Records from a data source:
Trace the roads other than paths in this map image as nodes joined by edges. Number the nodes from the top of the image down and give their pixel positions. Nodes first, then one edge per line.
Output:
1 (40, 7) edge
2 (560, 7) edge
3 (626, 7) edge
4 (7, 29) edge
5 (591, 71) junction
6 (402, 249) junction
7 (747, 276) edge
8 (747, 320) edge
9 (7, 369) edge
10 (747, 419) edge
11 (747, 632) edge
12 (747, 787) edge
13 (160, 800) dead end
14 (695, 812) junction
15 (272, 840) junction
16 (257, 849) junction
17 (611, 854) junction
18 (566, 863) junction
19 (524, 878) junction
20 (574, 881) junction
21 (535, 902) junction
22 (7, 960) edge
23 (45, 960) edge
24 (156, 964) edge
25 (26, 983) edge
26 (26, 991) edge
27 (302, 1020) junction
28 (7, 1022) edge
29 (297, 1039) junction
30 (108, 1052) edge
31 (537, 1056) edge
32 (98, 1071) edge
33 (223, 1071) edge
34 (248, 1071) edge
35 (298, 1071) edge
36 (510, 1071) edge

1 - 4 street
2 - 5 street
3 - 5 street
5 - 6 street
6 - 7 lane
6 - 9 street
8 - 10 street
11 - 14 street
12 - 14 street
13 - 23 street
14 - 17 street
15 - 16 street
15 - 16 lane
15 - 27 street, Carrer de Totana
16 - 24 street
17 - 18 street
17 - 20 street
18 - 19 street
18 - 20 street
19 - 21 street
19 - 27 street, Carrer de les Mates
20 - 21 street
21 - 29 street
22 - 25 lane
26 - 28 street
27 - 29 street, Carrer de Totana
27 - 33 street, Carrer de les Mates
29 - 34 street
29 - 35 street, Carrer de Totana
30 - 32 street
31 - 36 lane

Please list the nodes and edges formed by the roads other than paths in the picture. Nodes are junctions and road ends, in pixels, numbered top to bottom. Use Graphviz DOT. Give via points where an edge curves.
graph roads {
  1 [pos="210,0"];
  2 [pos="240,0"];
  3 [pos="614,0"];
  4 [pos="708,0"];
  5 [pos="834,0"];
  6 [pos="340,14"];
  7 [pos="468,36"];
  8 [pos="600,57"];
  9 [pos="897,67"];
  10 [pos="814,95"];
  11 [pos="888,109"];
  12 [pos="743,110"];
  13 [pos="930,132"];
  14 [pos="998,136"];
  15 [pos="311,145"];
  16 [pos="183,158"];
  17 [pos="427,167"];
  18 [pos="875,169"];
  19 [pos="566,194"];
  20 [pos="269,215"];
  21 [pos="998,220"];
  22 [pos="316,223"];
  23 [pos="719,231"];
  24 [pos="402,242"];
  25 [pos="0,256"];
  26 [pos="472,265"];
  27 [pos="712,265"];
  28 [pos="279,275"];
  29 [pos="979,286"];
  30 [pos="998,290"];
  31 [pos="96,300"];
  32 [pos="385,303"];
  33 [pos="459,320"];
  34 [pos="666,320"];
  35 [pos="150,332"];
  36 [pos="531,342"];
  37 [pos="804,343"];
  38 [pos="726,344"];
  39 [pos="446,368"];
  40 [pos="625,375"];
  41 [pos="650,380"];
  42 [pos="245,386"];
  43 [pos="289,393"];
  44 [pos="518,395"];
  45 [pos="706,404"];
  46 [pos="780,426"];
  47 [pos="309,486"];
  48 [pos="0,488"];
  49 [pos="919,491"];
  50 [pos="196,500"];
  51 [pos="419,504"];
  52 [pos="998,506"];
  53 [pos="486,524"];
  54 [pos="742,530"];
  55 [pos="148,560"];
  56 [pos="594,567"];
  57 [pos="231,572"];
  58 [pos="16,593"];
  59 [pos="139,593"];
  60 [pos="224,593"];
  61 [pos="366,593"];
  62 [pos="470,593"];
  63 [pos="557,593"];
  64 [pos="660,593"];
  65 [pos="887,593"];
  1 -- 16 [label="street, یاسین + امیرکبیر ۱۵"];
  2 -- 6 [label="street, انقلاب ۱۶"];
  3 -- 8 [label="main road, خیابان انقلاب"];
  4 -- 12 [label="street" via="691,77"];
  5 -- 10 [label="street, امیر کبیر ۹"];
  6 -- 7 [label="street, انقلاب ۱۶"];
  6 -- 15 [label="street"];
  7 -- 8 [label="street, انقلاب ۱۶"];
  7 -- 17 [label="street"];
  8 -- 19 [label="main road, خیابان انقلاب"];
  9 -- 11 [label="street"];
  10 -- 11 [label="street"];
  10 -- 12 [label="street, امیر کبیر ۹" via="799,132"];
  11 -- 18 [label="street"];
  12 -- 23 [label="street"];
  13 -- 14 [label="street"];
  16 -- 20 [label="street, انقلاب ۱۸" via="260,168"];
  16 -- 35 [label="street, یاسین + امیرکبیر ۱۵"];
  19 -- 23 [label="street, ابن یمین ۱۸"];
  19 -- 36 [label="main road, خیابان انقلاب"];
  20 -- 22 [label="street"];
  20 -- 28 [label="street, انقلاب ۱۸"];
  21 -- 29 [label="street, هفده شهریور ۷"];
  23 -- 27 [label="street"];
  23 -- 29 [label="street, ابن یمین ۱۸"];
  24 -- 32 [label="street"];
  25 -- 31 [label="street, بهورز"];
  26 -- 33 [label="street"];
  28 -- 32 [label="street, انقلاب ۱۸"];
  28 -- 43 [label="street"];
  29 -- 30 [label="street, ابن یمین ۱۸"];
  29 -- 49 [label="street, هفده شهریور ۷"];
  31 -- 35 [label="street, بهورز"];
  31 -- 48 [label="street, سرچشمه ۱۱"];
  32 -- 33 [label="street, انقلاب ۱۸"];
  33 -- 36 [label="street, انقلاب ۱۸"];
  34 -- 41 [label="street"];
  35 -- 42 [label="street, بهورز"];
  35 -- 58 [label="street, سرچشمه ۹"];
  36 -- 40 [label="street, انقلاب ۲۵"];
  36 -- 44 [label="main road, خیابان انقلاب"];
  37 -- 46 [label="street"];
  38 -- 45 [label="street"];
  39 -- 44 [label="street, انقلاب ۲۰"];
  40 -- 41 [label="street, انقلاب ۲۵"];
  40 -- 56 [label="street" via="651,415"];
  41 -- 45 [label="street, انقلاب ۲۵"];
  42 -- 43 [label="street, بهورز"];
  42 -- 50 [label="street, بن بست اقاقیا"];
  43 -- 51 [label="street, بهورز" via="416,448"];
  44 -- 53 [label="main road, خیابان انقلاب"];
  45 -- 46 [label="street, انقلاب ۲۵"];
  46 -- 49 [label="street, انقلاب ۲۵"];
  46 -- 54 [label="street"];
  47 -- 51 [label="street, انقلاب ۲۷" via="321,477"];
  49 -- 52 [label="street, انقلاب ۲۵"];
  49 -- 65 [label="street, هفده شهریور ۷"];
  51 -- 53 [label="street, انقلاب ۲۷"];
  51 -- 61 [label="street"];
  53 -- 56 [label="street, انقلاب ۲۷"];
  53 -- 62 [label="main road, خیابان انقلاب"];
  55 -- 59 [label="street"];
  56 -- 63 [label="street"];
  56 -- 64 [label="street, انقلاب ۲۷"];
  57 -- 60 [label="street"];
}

- WHAT TO WORK ON -
Each line of the data that has the string "than" should be returned.

- ANSWER TO THIS EXERCISE -
Trace the roads other than paths in this map image as nodes joined by edges. Number the nodes from the top of the image down and give their pixel positions. Nodes first, then one edge per line.
Please list the nodes and edges formed by the roads other than paths in the picture. Nodes are junctions and road ends, in pixels, numbered top to bottom. Use Graphviz DOT. Give via points where an edge curves.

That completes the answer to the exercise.